# Need boat advice!! 16' Lund or 16.5 Nitro?



## Ridge_runner7 (Aug 20, 2007)

I own a 16' Lund Rebel V bottom boat with a 30 HP Merc, fish finder, trolling motor. Its a v bottom that tappers flat towards the back. A nice boat, but I think I need more. I bought it 4 years ago for 3500$ and it was worth 5800$ at the time. The motor had virtually no hours on it and it was bought in 1996.

My friend is selling a 1994 16' Nitro Tournament Rick Clunn Edition with a 60HP Tracker Merc equiped with trolling motor and 2fish finders for 4999$. I might be able to get him to drop it a little possibly 4500$. His boat is in immaculate condition with new batteries and updated equipment. My question is...which boat will handle bigger water better. I take my Lund out on Lake Erie in 1-2 foot waves. Will the Nitor be a more solid boat for big water? I know it's not a big water boat, but will it be more versatile than my boat? Don't know what boats are selling for, but I'd have to get at least 3000$ for mine before I could buy his. What's your advise? 
Others have advised me to keep the Lund..can you explain why or why not?​


----------



## Matt V (Dec 8, 2004)

I would keep the Lund. I had a 1993 16' Rebel with a 30 hp Evinrude on it, that I regret selling. It was a great boat. I sold it in 2002 for $3,500 to the first guy that looked at it. I see these for sale now for over $4k...


----------



## Ridge_runner7 (Aug 20, 2007)

What's wrong with the Nitro? Wouldn't it last if it has been taken care of? This thing is in great shape with quality electronics on it.
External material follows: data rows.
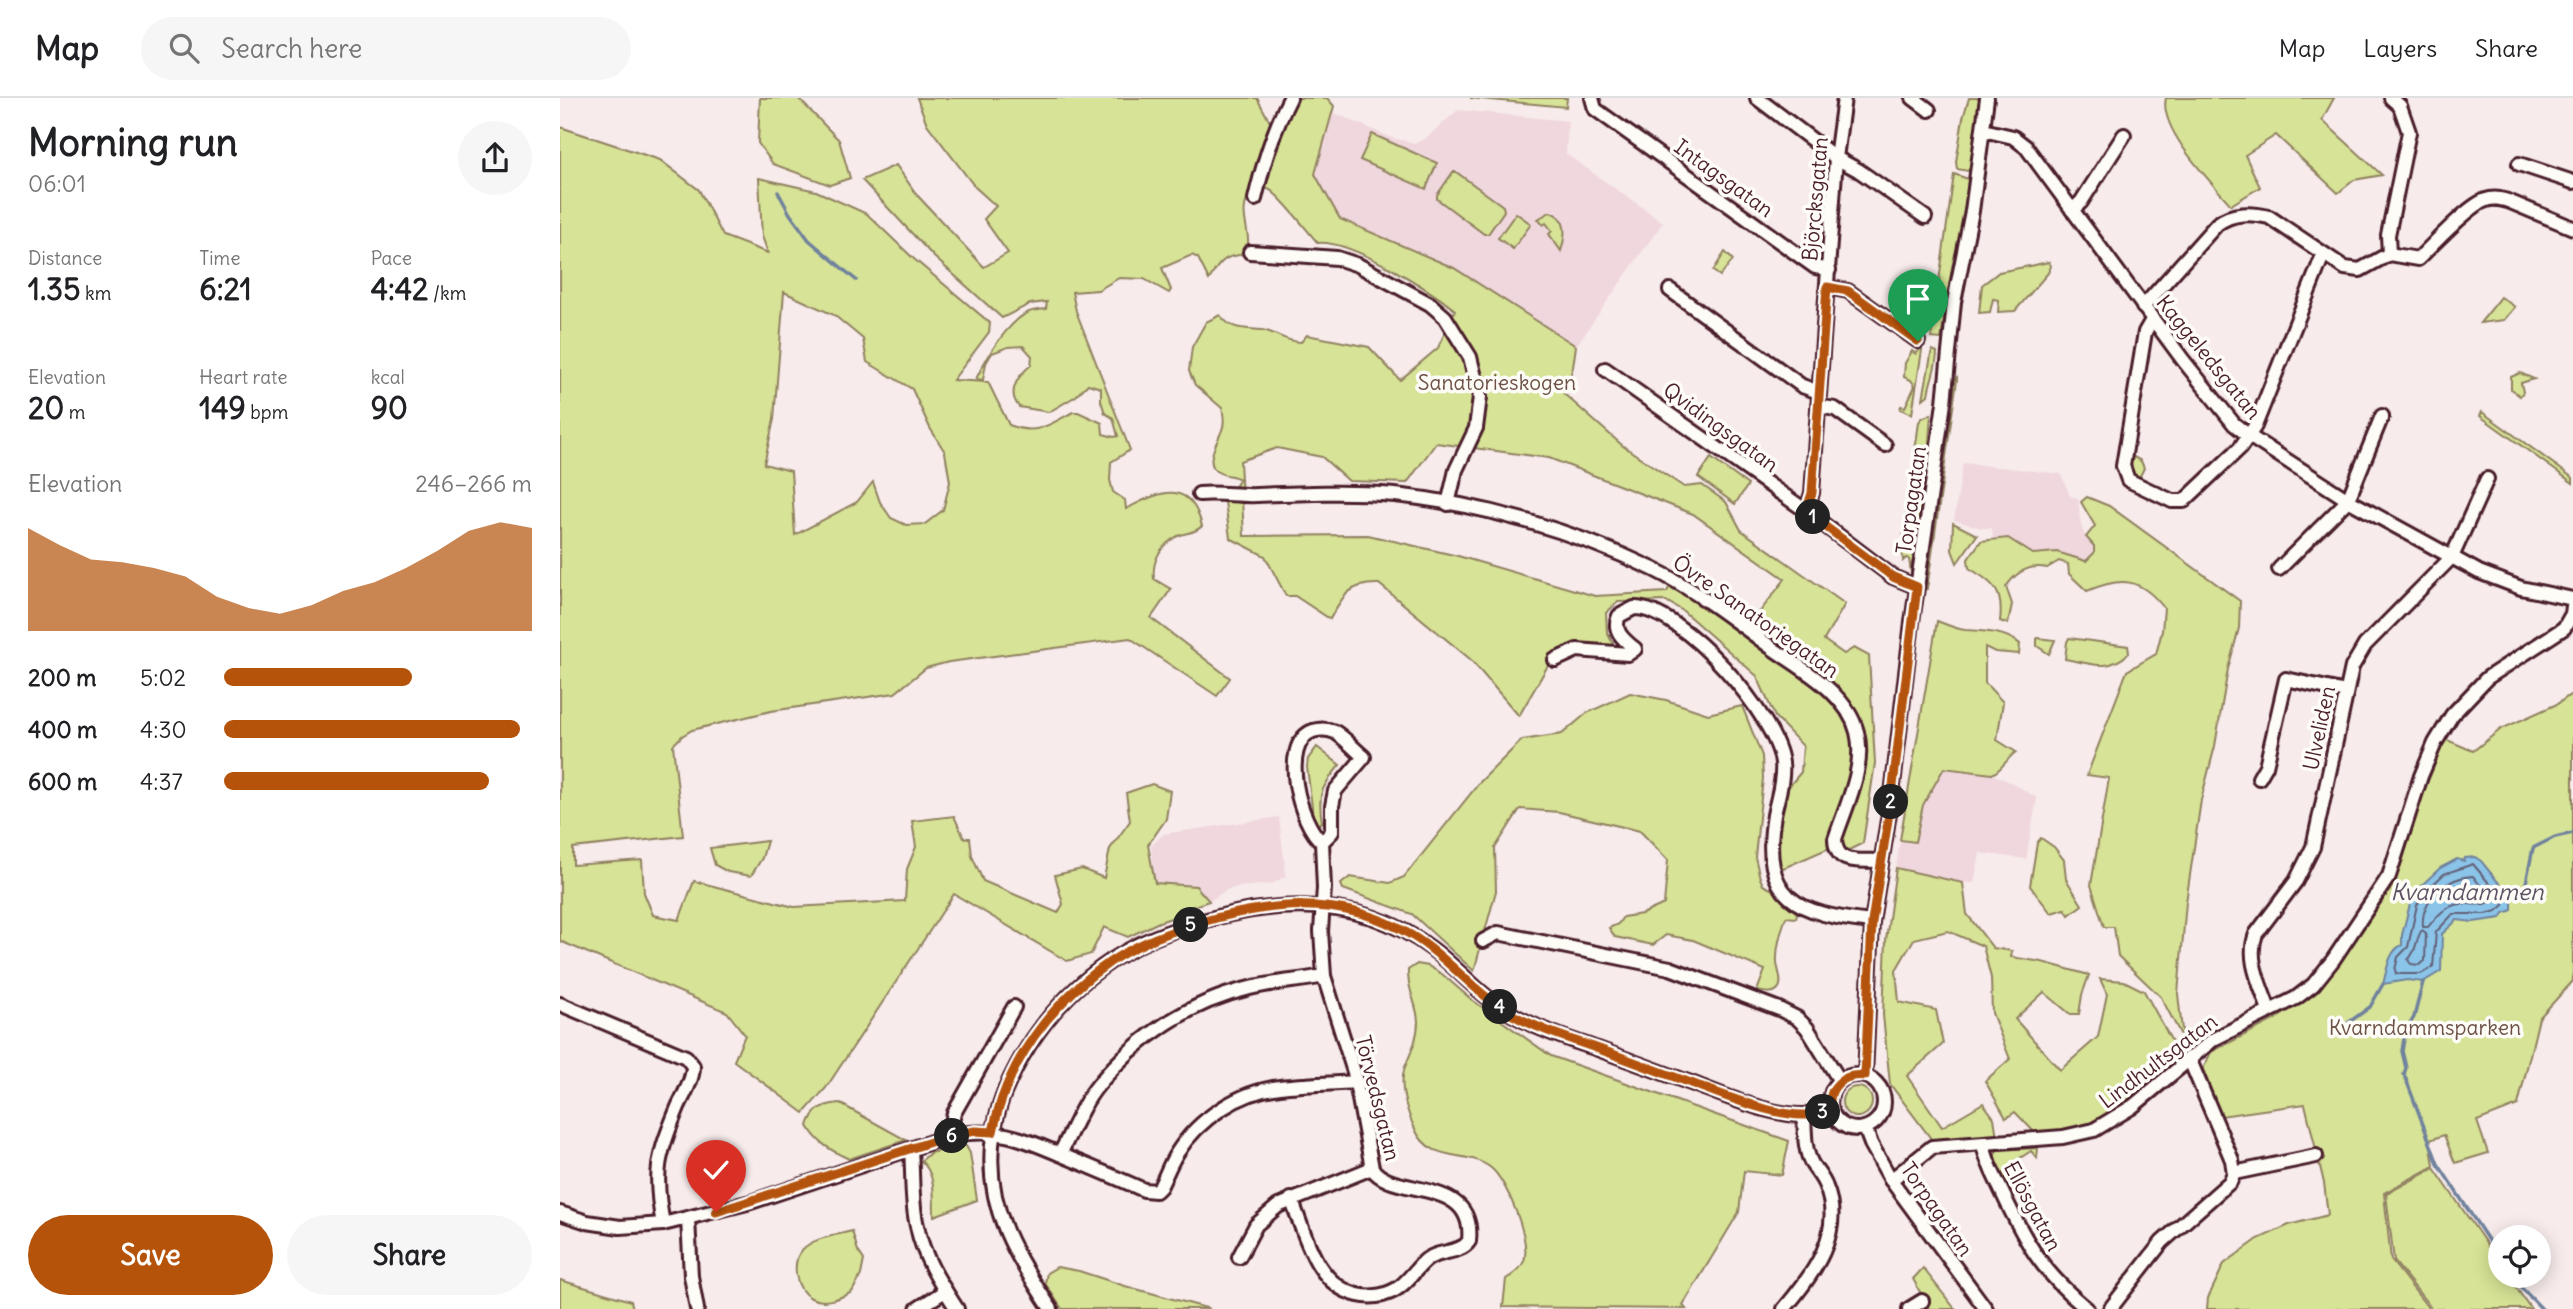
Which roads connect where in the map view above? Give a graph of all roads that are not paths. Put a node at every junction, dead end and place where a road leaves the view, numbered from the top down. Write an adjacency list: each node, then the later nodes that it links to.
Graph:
1 (1290, 98): 14 (street)
2 (1592, 98): 21 (street, Intagsgatan)
3 (1757, 98): 11 (street)
4 (1844, 98): 11 (street, Björcksgatan)
5 (1913, 98): 8 (street)
6 (1987, 98): 9 (street, Torpagatan)
7 (2392, 98): 19 (street)
8 (1929, 110)
9 (1983, 130): 15 (street, Kaggeledsgatan); 40 (street, Torpagatan)
10 (2124, 135): 15 (street)
11 (1836, 158): 16 (street); 21 (street, Björcksgatan)
12 (2519, 164): 13 (street)
13 (2573, 182)
14 (1255, 199)
15 (2072, 210): 24 (street, Kaggeledsgatan)
16 (1924, 217)
17 (2573, 228): 19 (street)
18 (1250, 252): 36 (street)
19 (2389, 254): 20 (street)
20 (2323, 256): 24 (street); 31 (street)
21 (1829, 270): 22 (street, Björcksgatan)
22 (1827, 287): 26 (street); 28 (street, Björcksgatan)
23 (1672, 297): 28 (street)
24 (2143, 307): 25 (street, Kaggeledsgatan)
25 (2152, 320): 31 (street, Kaggeledsgatan); 31 (street)
26 (1918, 341)
27 (1605, 369): 37 (street, Qvidingsgatan)
28 (1819, 392): 29 (street, Björcksgatan)
29 (1818, 406): 32 (street); 37 (street, Björcksgatan)
30 (2382, 416): 35 (street)
31 (2249, 436): 35 (street, Kaggeledsgatan)
32 (1885, 445)
33 (2487, 479): 38 (street, Ulveliden)
34 (1199, 494): 36 (street, Övre Sanatoriegatan)
35 (2348, 500): 38 (street, Kaggeledsgatan); 39 (street)
36 (1448, 504): 47 (street, Övre Sanatoriegatan)
37 (1806, 512): 40 (street, Qvidingsgatan)
38 (2452, 557): 41 (street, Kaggeledsgatan); 44 (street, Ulveliden)
39 (2279, 569)
40 (1917, 587): 47 (street, Torpagatan)
41 (2573, 599)
42 (2573, 606): 54 (street, Lindhultsgatan)
43 (1555, 660): 49 (street)
44 (2346, 692): 45 (street); 54 (street, Ulveliden)
45 (2259, 778)
46 (1322, 842): 46 (street); 48 (street, Törvedsgatan)
47 (1881, 861): 49 (street, Torpagatan)
48 (1322, 906): 51 (street, Törvedsgatan); 60 (street); 62 (street)
49 (1872, 922): 56 (street, Torpagatan)
50 (1483, 941): 57 (street)
51 (1324, 976): 58 (street, Törvedsgatan); 66 (street)
52 (560, 1004): 74 (street)
53 (1014, 1007): 63 (street)
54 (2269, 1010): 55 (street, Lindhultsgatan)
55 (2189, 1058): 64 (street, Lindhultsgatan); 69 (street)
56 (1865, 1076): 57 (street); 61 (street)
57 (1840, 1081): 59 (street)
58 (1356, 1082): 66 (street); 68 (street, Törvedsgatan)
59 (1831, 1110): 60 (street); 61 (street)
60 (1804, 1115): 82 (street)
61 (1865, 1128): 70 (street, Torpagatan)
62 (993, 1132): 63 (street); 66 (street); 81 (street)
63 (949, 1136): 65 (street)
64 (1983, 1144): 70 (street, Lindhultsgatan); 85 (street, Ellösgatan)
65 (911, 1150): 73 (street); 76 (street)
66 (1060, 1154)
67 (2316, 1156): 69 (street)
68 (1372, 1168): 71 (street); 71 (street, Törvedsgatan)
69 (2234, 1173): 86 (street)
70 (1891, 1180): 84 (street, Torpagatan)
71 (1291, 1199): 75 (street)
72 (560, 1213): 74 (street)
73 (688, 1219): 74 (street); 78 (street)
74 (663, 1224)
75 (1239, 1256)
76 (944, 1291): 79 (street); 80 (street)
77 (1922, 1301): 83 (street)
78 (697, 1309)
79 (917, 1309)
80 (957, 1309)
81 (1051, 1309)
82 (1784, 1309)
83 (1909, 1309)
84 (1986, 1309)
85 (2087, 1309)
86 (2110, 1309)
It has a lot of hours on it, but looks almost new.


----------



## Quack Wacker (Dec 20, 2006)

Keep the lund


----------



## shametamer (Jul 22, 2001)

nitro= tracker marine...poor reputation..........................................lund=great reputation......most lund owners think GOD built it..especially with al lindner telling them so:lol: i'm probably one of the few people you will meet that owned a brand new lund, sold it, didn;t buy another and wasn't all that 'gaga' :gaga:about them..pretty obvious by the 'tone' of your posts you want to buy the nitro..if its reinforcement of your beliefs you want...this is what i would say...you are the one thats gonna have to live with the boat and the decision...DON"T please others..please yourself:evilsmile


----------



## The Fishing Pollock (May 9, 2006)

The Nitro sounds like a nice boat. Way underpowered, but a nice boat none the less. Ive had trackers in years past and loved um. Even the one that got hit on a trailer . The lund sounds more like the kind of boat you need. If your fishing them waters the Nitro will handle it, but it wont be as comfortable as your Lund. You will get wet . The nitro is probably more fishable if you prefer to stand when you fish. I own a Champion and wouldn't trade it for anything. Not even a new one. But I don't go much farther than GT bay and not very often even then. Heck. Spend your money reoutfitting your Lund with electronics, TM, and if you can. Bump up the HP on the back.


----------



## Still Wait'n (Nov 25, 2005)

Keep the Lund!


----------



## basskiller46 (Feb 27, 2008)

1-2 footers are fine in the nitro. Any bigger though and it might get uncomfortable ive done 1-2 footer in a jon boat. The nitro can handle it but it is a little underpowered if you get stuck in something bigger than 1-2 footers. For 4500 you could find a full size bass boat in the mid 90's easily. Just go on craigslist.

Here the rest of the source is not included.